About this exercise:
Search the data for the word "улица" and copy every line that contains it.

===== Supplied material =====

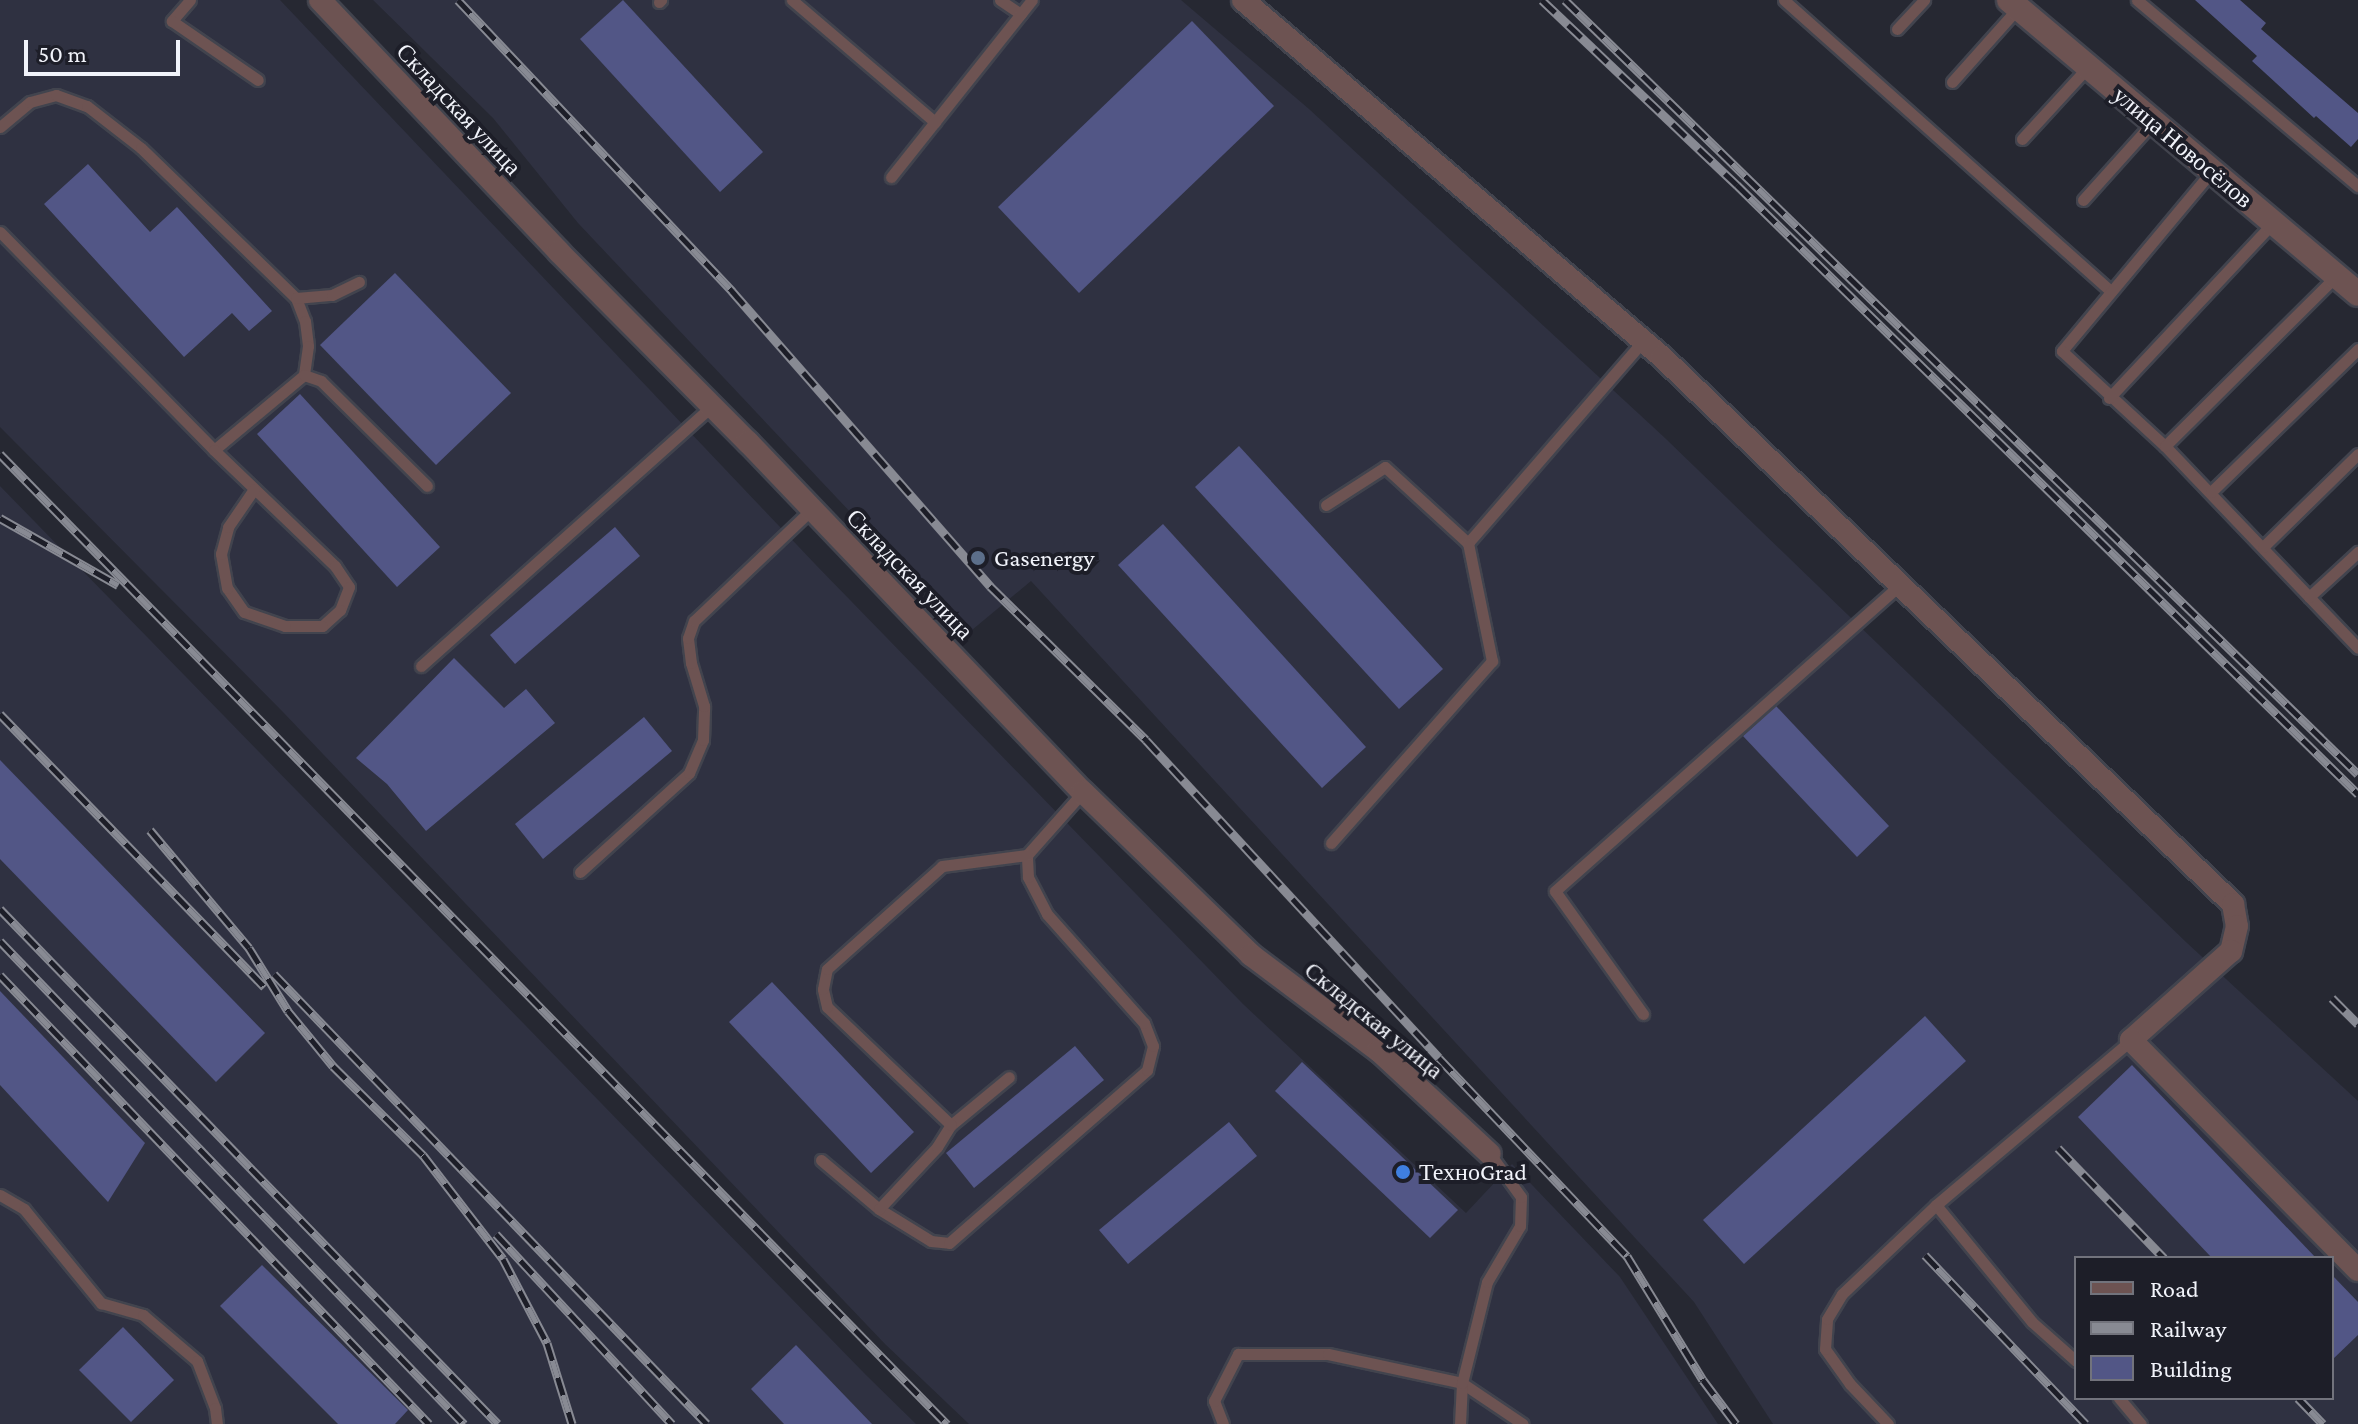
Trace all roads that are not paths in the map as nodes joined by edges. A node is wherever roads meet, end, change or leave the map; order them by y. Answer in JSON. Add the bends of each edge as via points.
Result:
{"nodes":[{"id":1,"x":190,"y":0,"type":"edge"},
{"id":2,"x":320,"y":0,"type":"edge"},
{"id":3,"x":792,"y":0,"type":"edge"},
{"id":4,"x":1000,"y":0,"type":"edge"},
{"id":5,"x":1032,"y":0,"type":"edge"},
{"id":6,"x":1243,"y":0,"type":"edge"},
{"id":7,"x":1784,"y":0,"type":"edge"},
{"id":8,"x":1924,"y":0,"type":"edge"},
{"id":9,"x":2137,"y":0,"type":"edge"},
{"id":10,"x":2014,"y":4,"type":"edge"},
{"id":11,"x":1021,"y":14,"type":"junction"},
{"id":12,"x":1897,"y":29,"type":"dead end"},
{"id":13,"x":2088,"y":67,"type":"junction"},
{"id":14,"x":258,"y":80,"type":"dead end"},
{"id":15,"x":1952,"y":82,"type":"dead end"},
{"id":16,"x":935,"y":122,"type":"junction"},
{"id":17,"x":2153,"y":122,"type":"junction"},
{"id":18,"x":0,"y":127,"type":"edge"},
{"id":19,"x":2022,"y":139,"type":"dead end"},
{"id":20,"x":2211,"y":172,"type":"junction"},
{"id":21,"x":891,"y":177,"type":"dead end"},
{"id":22,"x":2358,"y":186,"type":"edge"},
{"id":23,"x":2083,"y":200,"type":"dead end"},
{"id":24,"x":2273,"y":223,"type":"junction"},
{"id":25,"x":0,"y":232,"type":"edge"},
{"id":26,"x":2336,"y":276,"type":"junction"},
{"id":27,"x":359,"y":282,"type":"dead end"},
{"id":28,"x":2111,"y":291,"type":"junction"},
{"id":29,"x":2358,"y":294,"type":"edge"},
{"id":30,"x":296,"y":298,"type":"junction"},
{"id":31,"x":1643,"y":341,"type":"junction"},
{"id":32,"x":2358,"y":349,"type":"edge"},
{"id":33,"x":304,"y":375,"type":"junction"},
{"id":34,"x":2109,"y":398,"type":"junction"},
{"id":35,"x":713,"y":405,"type":"junction"},
{"id":36,"x":2165,"y":446,"type":"junction"},
{"id":37,"x":214,"y":450,"type":"junction"},
{"id":38,"x":2358,"y":454,"type":"edge"},
{"id":39,"x":427,"y":486,"type":"dead end"},
{"id":40,"x":254,"y":489,"type":"junction"},
{"id":41,"x":2211,"y":492,"type":"junction"},
{"id":42,"x":1326,"y":505,"type":"dead end"},
{"id":43,"x":812,"y":509,"type":"junction"},
{"id":44,"x":1468,"y":543,"type":"junction"},
{"id":45,"x":2263,"y":547,"type":"junction"},
{"id":46,"x":2358,"y":552,"type":"edge"},
{"id":47,"x":1900,"y":585,"type":"junction"},
{"id":48,"x":2309,"y":597,"type":"junction"},
{"id":49,"x":2356,"y":644,"type":"edge"},
{"id":50,"x":421,"y":666,"type":"dead end"},
{"id":51,"x":1083,"y":792,"type":"junction"},
{"id":52,"x":1331,"y":843,"type":"dead end"},
{"id":53,"x":1027,"y":855,"type":"junction"},
{"id":54,"x":580,"y":872,"type":"dead end"},
{"id":55,"x":1643,"y":1014,"type":"dead end"},
{"id":56,"x":2131,"y":1040,"type":"junction"},
{"id":57,"x":1009,"y":1077,"type":"dead end"},
{"id":58,"x":951,"y":1125,"type":"junction"},
{"id":59,"x":1490,"y":1154,"type":"joint"},
{"id":60,"x":821,"y":1160,"type":"dead end"},
{"id":61,"x":0,"y":1195,"type":"edge"},
{"id":62,"x":1936,"y":1205,"type":"junction"},
{"id":63,"x":879,"y":1209,"type":"junction"},
{"id":64,"x":2358,"y":1270,"type":"edge"},
{"id":65,"x":2074,"y":1359,"type":"edge"},
{"id":66,"x":1462,"y":1383,"type":"junction"},
{"id":67,"x":2121,"y":1400,"type":"edge"},
{"id":68,"x":217,"y":1424,"type":"edge"},
{"id":69,"x":1223,"y":1424,"type":"edge"},
{"id":70,"x":1460,"y":1424,"type":"edge"},
{"id":71,"x":1523,"y":1424,"type":"edge"},
{"id":72,"x":1888,"y":1424,"type":"edge"},
{"id":73,"x":2141,"y":1424,"type":"edge"}],
"edges":[{"from":1,"to":14,"type":"lane","via":[[172,21]]},
{"from":2,"to":35,"type":"street","name":"Складская улица"},
{"from":3,"to":16,"type":"lane"},
{"from":4,"to":11,"type":"lane"},
{"from":5,"to":11,"type":"lane"},
{"from":6,"to":31,"type":"street"},
{"from":7,"to":28,"type":"lane"},
{"from":8,"to":12,"type":"lane"},
{"from":9,"to":22,"type":"lane"},
{"from":10,"to":13,"type":"street","name":"улица Новосёлов"},
{"from":10,"to":15,"type":"lane"},
{"from":11,"to":16,"type":"lane"},
{"from":13,"to":17,"type":"street","name":"улица Новосёлов"},
{"from":13,"to":19,"type":"lane"},
{"from":16,"to":21,"type":"lane"},
{"from":17,"to":20,"type":"street","name":"улица Новосёлов"},
{"from":17,"to":23,"type":"lane"},
{"from":18,"to":30,"type":"lane","via":[[30,102],[56,95],[87,106],[141,148]]},
{"from":20,"to":24,"type":"street","name":"улица Новосёлов"},
{"from":20,"to":28,"type":"lane"},
{"from":24,"to":26,"type":"street","name":"улица Новосёлов"},
{"from":24,"to":34,"type":"lane"},
{"from":25,"to":37,"type":"lane"},
{"from":26,"to":29,"type":"street","name":"улица Новосёлов"},
{"from":26,"to":36,"type":"lane"},
{"from":27,"to":30,"type":"lane","via":[[332,295]]},
{"from":28,"to":34,"type":"lane","via":[[2062,351]]},
{"from":30,"to":33,"type":"lane","via":[[308,346]]},
{"from":31,"to":44,"type":"lane"},
{"from":31,"to":47,"type":"street"},
{"from":32,"to":41,"type":"lane"},
{"from":33,"to":37,"type":"lane"},
{"from":33,"to":39,"type":"lane","via":[[321,381]]},
{"from":34,"to":36,"type":"lane"},
{"from":35,"to":43,"type":"street","name":"Складская улица"},
{"from":35,"to":50,"type":"lane"},
{"from":36,"to":41,"type":"lane"},
{"from":37,"to":40,"type":"lane"},
{"from":38,"to":45,"type":"lane"},
{"from":40,"to":40,"type":"lane","via":[[335,566],[349,587],[340,610],[322,626],[285,626],[244,612],[227,588],[221,554],[228,527]]},
{"from":41,"to":45,"type":"lane"},
{"from":42,"to":44,"type":"lane","via":[[1385,467]]},
{"from":43,"to":51,"type":"street","name":"Складская улица"},
{"from":43,"to":54,"type":"lane","via":[[694,621],[688,638],[704,706],[703,740],[689,773]]},
{"from":44,"to":52,"type":"lane","via":[[1492,661]]},
{"from":45,"to":48,"type":"lane"},
{"from":46,"to":48,"type":"lane"},
{"from":47,"to":55,"type":"lane","via":[[1555,891]]},
{"from":47,"to":56,"type":"street","via":[[2233,904],[2237,926],[2231,951]]},
{"from":48,"to":49,"type":"lane"},
{"from":51,"to":53,"type":"lane"},
{"from":51,"to":59,"type":"street","name":"Складская улица","via":[[1251,955],[1379,1051]]},
{"from":53,"to":58,"type":"lane","via":[[942,866],[827,969],[827,1007]]},
{"from":53,"to":63,"type":"lane","via":[[1028,877],[1047,914],[1144,1023],[1153,1046],[1147,1070],[949,1243],[931,1241]]},
{"from":56,"to":62,"type":"lane"},
{"from":56,"to":64,"type":"street"},
{"from":57,"to":58,"type":"lane"},
{"from":58,"to":63,"type":"lane"},
{"from":59,"to":66,"type":"lane","via":[[1521,1197],[1520,1226],[1487,1282]]},
{"from":60,"to":63,"type":"lane"},
{"from":61,"to":68,"type":"lane","via":[[24,1209],[101,1303],[143,1315],[197,1361]]},
{"from":62,"to":65,"type":"lane","via":[[2032,1322]]},
{"from":62,"to":72,"type":"lane","via":[[1842,1294],[1827,1319],[1825,1349]]},
{"from":66,"to":69,"type":"lane","via":[[1328,1354],[1238,1354],[1214,1401]]},
{"from":66,"to":70,"type":"lane"},
{"from":66,"to":71,"type":"lane"},
{"from":67,"to":73,"type":"lane"}]}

=====

Answer space:
{"from":2,"to":35,"type":"street","name":"Складская улица"},
{"from":10,"to":13,"type":"street","name":"улица Новосёлов"},
{"from":13,"to":17,"type":"street","name":"улица Новосёлов"},
{"from":17,"to":20,"type":"street","name":"улица Новосёлов"},
{"from":20,"to":24,"type":"street","name":"улица Новосёлов"},
{"from":24,"to":26,"type":"street","name":"улица Новосёлов"},
{"from":26,"to":29,"type":"street","name":"улица Новосёлов"},
{"from":35,"to":43,"type":"street","name":"Складская улица"},
{"from":43,"to":51,"type":"street","name":"Складская улица"},
{"from":51,"to":59,"type":"street","name":"Складская улица","via":[[1251,955],[1379,1051]]},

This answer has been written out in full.